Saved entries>
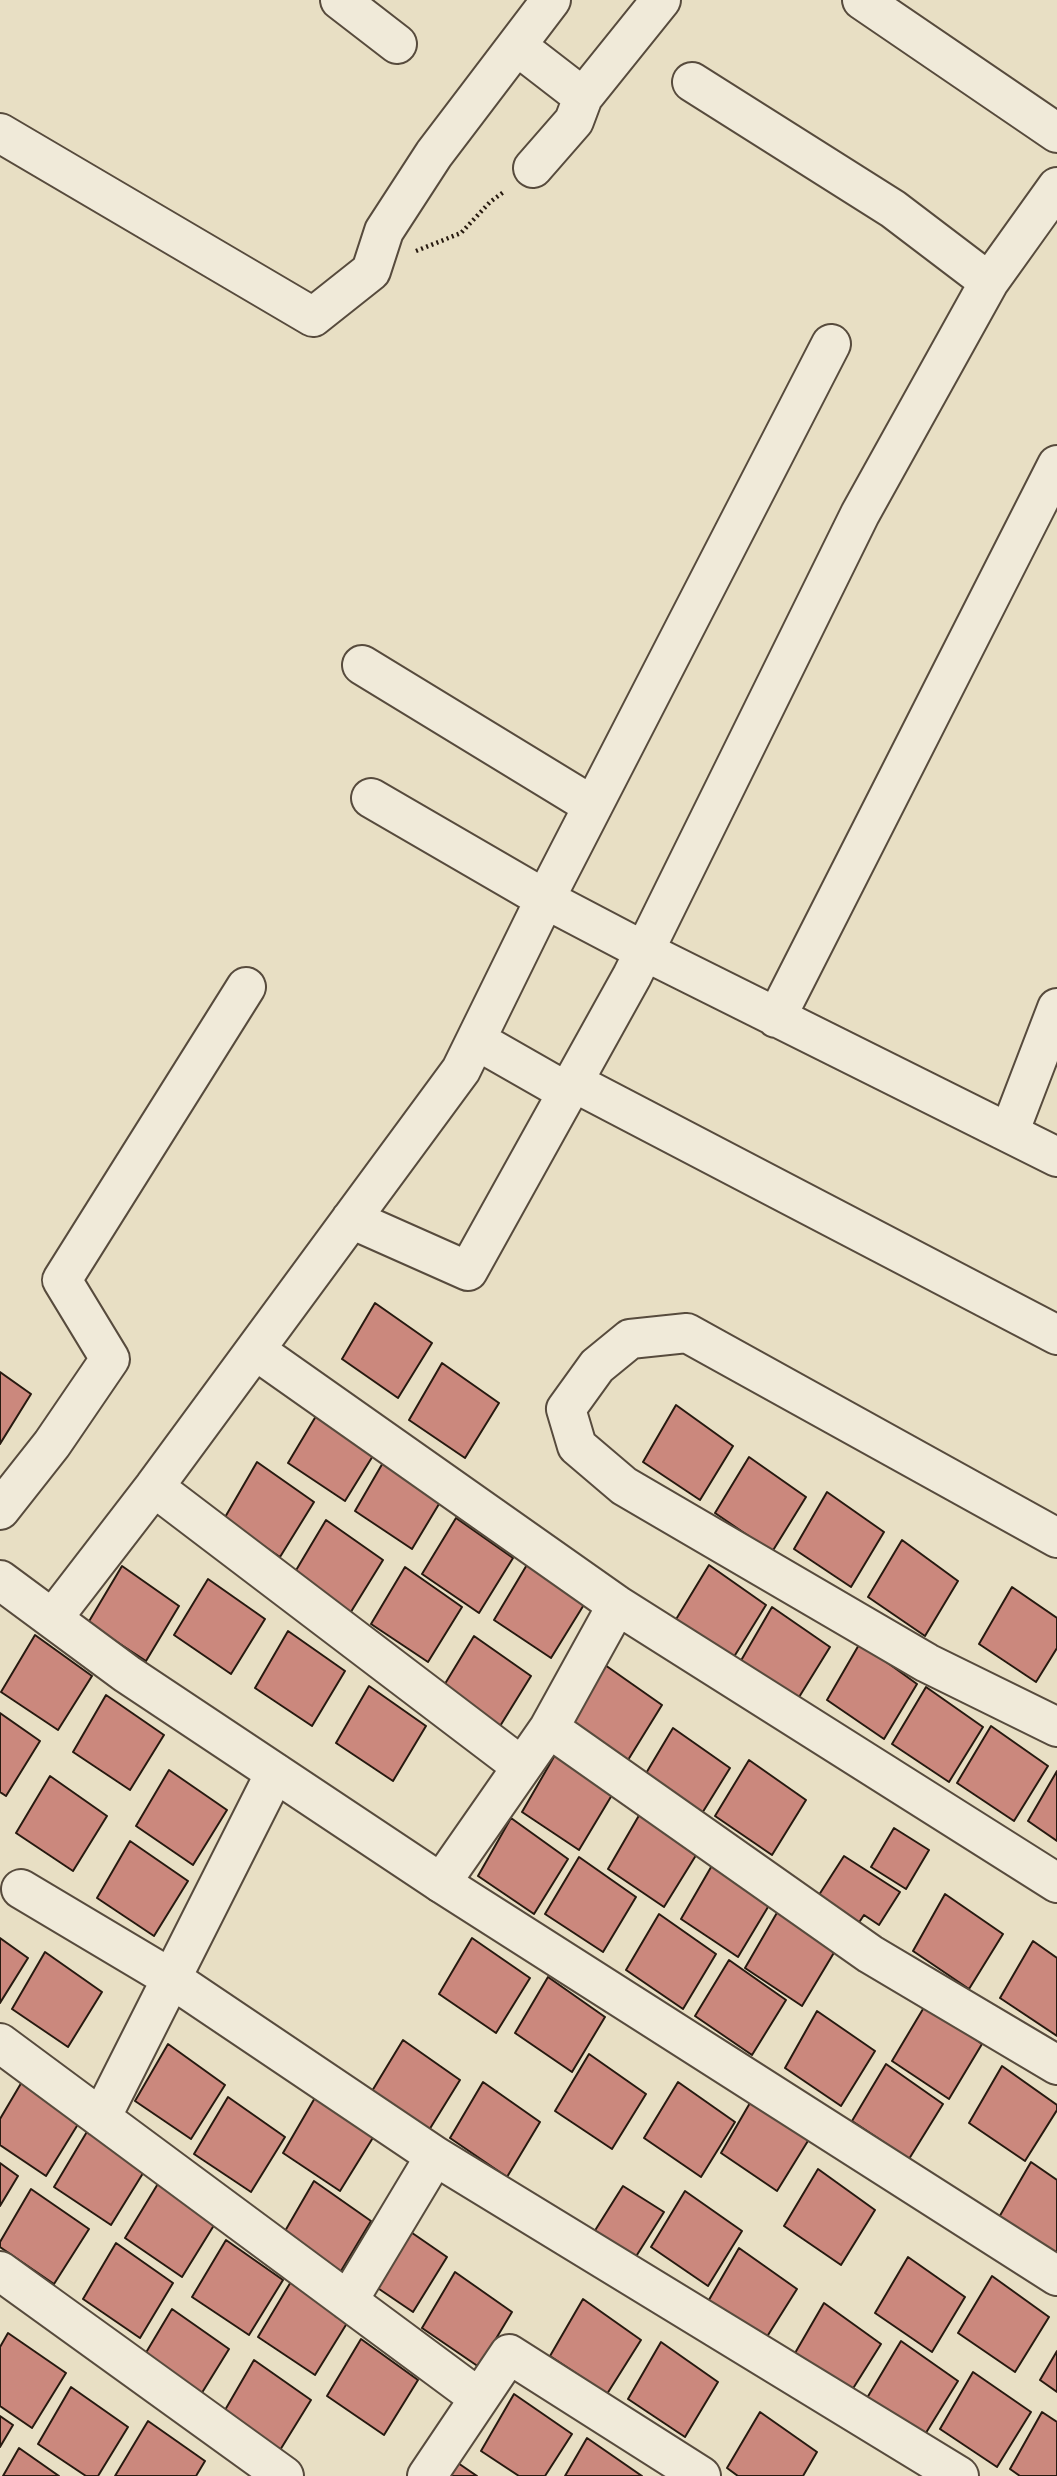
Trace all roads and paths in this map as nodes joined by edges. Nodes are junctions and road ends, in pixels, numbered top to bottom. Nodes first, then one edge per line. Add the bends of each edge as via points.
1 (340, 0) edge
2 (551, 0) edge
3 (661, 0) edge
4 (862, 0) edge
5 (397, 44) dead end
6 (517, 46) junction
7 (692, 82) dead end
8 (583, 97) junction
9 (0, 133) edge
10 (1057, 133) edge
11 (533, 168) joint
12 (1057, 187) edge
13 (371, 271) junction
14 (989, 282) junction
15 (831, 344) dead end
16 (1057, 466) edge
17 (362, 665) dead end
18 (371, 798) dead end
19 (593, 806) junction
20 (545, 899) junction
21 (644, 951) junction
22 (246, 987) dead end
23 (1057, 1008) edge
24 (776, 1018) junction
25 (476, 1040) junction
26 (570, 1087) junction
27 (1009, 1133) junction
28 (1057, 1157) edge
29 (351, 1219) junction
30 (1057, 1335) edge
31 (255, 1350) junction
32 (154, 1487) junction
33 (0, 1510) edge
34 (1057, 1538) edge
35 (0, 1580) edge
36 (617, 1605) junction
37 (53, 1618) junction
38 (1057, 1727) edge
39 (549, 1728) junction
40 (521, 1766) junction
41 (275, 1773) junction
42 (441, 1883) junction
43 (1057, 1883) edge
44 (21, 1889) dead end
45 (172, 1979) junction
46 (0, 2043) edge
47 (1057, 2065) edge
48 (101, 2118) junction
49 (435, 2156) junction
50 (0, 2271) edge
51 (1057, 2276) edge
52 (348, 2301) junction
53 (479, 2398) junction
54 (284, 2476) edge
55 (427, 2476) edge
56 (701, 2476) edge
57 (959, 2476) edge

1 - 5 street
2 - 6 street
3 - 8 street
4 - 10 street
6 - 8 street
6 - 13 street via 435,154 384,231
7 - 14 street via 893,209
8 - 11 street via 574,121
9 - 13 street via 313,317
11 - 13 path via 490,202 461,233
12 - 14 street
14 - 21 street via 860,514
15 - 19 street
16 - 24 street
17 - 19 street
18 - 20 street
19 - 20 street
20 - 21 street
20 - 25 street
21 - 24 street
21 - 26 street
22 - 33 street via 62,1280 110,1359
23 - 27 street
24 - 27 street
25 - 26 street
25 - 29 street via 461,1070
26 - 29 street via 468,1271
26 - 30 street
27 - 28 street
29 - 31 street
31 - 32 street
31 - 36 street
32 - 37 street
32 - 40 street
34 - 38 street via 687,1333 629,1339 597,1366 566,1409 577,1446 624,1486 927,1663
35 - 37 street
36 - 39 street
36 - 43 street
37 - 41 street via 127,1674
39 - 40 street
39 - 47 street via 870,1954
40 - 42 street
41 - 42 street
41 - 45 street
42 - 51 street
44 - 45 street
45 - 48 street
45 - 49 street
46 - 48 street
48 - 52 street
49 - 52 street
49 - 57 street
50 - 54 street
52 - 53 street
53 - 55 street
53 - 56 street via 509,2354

WHAT IS BEING ASKED> Which lines of the entries above contain the word "dead"? Copy each of them.

ANSWER BOX>
5 (397, 44) dead end
7 (692, 82) dead end
15 (831, 344) dead end
17 (362, 665) dead end
18 (371, 798) dead end
22 (246, 987) dead end
44 (21, 1889) dead end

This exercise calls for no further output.